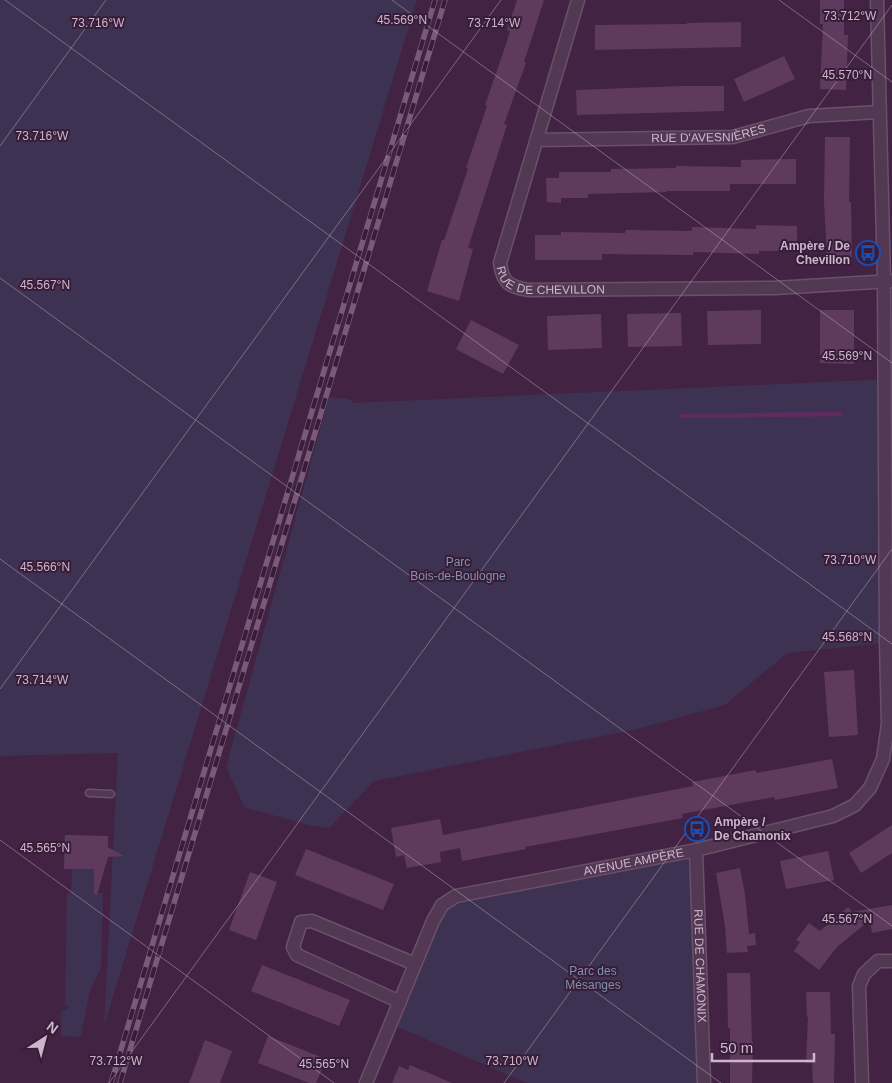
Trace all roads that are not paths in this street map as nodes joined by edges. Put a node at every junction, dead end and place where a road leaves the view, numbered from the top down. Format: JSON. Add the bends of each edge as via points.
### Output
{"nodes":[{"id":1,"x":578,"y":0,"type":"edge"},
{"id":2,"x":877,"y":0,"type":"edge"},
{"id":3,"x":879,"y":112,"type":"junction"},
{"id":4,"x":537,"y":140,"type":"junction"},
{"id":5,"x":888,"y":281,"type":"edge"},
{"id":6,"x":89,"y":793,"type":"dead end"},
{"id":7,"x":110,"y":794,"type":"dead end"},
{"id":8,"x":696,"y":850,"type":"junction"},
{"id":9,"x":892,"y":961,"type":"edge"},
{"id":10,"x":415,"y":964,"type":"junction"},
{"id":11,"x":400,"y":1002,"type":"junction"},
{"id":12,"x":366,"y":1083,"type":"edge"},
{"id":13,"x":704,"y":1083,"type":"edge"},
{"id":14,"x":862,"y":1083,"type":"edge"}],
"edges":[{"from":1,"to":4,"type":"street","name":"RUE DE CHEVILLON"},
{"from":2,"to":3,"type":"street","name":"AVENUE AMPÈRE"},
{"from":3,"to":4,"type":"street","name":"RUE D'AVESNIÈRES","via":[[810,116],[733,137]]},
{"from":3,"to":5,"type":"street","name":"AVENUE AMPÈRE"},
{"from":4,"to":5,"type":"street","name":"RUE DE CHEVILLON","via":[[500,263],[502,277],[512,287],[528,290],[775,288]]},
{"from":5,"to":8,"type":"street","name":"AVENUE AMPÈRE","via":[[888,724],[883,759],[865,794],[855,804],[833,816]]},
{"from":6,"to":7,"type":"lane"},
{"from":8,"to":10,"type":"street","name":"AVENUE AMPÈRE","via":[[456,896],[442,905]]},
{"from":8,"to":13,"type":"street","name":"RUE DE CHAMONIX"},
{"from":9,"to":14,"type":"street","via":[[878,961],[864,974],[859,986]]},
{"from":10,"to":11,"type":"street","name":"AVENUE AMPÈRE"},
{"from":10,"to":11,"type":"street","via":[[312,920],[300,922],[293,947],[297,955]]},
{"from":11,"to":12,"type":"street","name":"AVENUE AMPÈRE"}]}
§
INSTRUCTIONS FOR THE TASK:
Scan the records above and report every line with the string "nodes".

ANSWER FOR THIS EXERCISE:
Trace all roads that are not paths in this street map as nodes joined by edges. Put a node at every junction, dead end and place where a road leaves the view, numbered from the top down. Format: JSON. Add the bends of each edge as via points.
{"nodes":[{"id":1,"x":578,"y":0,"type":"edge"},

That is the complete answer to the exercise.